Parasitism occurs when one type of organism lives in or on another one — a host — in a way that causes benefit to the parasite and harm to the host. Depending on the life cycles of the interacting organisms, these symbiotic interactions can last for long periods. In humans, for example, parasitic infections — if not treated — can last for a lifetime.

An example of a parasite is the tapeworm. The lifecycle of this organism involves two hosts. In its human host, the tapeworm is an intestinal parasite. It uses suckers and barbs to hang onto the intestinal wall of a human host, absorbing pre-digested food from its host’s intestines. As it matures, the tapeworm releases sacs of eggs, which leave the body in the host’s feces.

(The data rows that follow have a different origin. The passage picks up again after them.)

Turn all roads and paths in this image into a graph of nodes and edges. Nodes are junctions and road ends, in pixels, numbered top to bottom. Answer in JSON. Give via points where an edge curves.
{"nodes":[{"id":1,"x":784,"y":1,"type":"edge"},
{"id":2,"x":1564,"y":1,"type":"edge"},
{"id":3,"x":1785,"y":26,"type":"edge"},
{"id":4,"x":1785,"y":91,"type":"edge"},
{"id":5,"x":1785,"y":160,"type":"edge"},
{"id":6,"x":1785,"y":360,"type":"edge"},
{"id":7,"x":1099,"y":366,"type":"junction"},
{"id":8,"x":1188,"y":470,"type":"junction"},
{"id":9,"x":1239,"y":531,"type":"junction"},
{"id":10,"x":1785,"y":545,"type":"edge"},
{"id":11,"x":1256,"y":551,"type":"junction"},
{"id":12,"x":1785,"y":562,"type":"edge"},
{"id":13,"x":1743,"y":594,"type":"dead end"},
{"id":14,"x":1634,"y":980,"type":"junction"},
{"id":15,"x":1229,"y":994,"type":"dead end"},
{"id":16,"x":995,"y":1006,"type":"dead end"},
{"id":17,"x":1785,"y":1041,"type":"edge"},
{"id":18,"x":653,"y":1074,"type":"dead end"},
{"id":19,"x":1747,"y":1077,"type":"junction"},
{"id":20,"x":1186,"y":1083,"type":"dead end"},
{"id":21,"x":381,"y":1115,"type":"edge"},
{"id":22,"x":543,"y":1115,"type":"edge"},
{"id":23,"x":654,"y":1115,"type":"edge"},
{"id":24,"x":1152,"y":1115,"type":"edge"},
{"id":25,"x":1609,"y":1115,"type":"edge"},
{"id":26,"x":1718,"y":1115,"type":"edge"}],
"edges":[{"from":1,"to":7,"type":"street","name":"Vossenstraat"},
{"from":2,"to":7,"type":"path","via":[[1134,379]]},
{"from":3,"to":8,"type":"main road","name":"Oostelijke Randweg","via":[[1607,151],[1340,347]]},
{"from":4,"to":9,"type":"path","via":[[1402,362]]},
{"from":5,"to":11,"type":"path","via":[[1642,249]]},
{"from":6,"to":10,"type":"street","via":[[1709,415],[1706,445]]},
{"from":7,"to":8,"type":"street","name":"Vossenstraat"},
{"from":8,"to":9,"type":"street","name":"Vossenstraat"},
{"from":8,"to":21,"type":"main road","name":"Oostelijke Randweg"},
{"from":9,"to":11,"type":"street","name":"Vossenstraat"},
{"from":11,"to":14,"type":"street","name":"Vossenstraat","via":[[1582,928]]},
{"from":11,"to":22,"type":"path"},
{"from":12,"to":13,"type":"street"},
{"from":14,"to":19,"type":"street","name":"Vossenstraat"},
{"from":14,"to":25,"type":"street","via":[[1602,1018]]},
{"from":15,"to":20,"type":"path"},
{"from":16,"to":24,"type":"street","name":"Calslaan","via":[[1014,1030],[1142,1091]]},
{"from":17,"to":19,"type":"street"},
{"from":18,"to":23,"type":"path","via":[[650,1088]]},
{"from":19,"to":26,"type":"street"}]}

In areas where people lack modern sewage and sanitation technology (and during most of human history), untreated feces can contaminate the soil or bodies of water. If tapeworm eggs from human feces are ingested by a pig or a cow (the second host), they’ll hatch within the pig’s or cow’s intestines. Next, the eggs develop into larvae that enter the circulatory system and migrate throughout the body, where they embed themselves into various tissues, including muscle tissue. Within these tissues, the larvae surround themselves with a protective covering, forming a cyst. If people eat the infected pig or cow without fully cooking the meat, these cysts can survive passage through the mouth and stomach. Once they get to the intestine, the larvae emerge from the cysts and grow into adult tapeworms inside the human’s intestines. Note that this parasitic relationship between tapeworms and humans relies on a predatory relationship between humans and pigs or cows.

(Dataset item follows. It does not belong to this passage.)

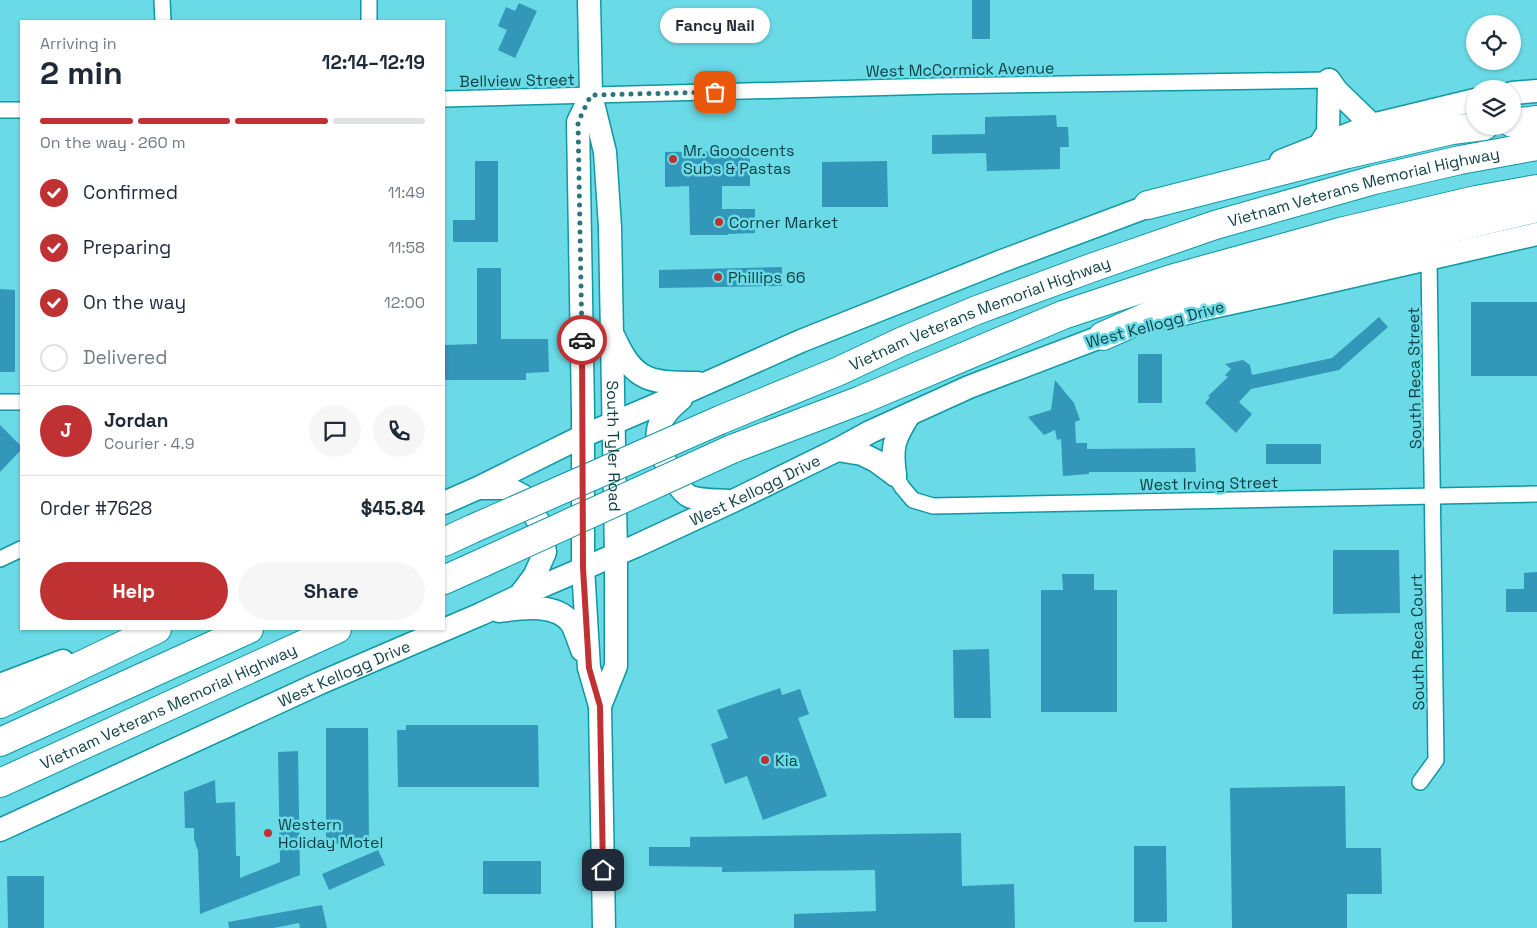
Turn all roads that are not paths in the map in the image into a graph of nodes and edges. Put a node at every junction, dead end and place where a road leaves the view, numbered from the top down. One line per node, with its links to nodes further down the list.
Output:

Parasites come in all sizes. A single tapeworm can stretch the entire length of the intestine of its host. In humans, that means that a tapeworm can be several meters long. But parasites can be as small as a single cell. A single-celled eukaryotic parasite causes malaria, which infects hundreds of millions of people each year. Many bacteria have parasitic niches, including bacteria that cause diseases like cholera, diphtheria, leprosy, and bacterial pneumonia. Viruses are even smaller. Viruses, like SARS-CoV-2, HIV, measles, and influenza are nano-parasites that work on the cellular level, taking over individual cells and turning them into virus factories.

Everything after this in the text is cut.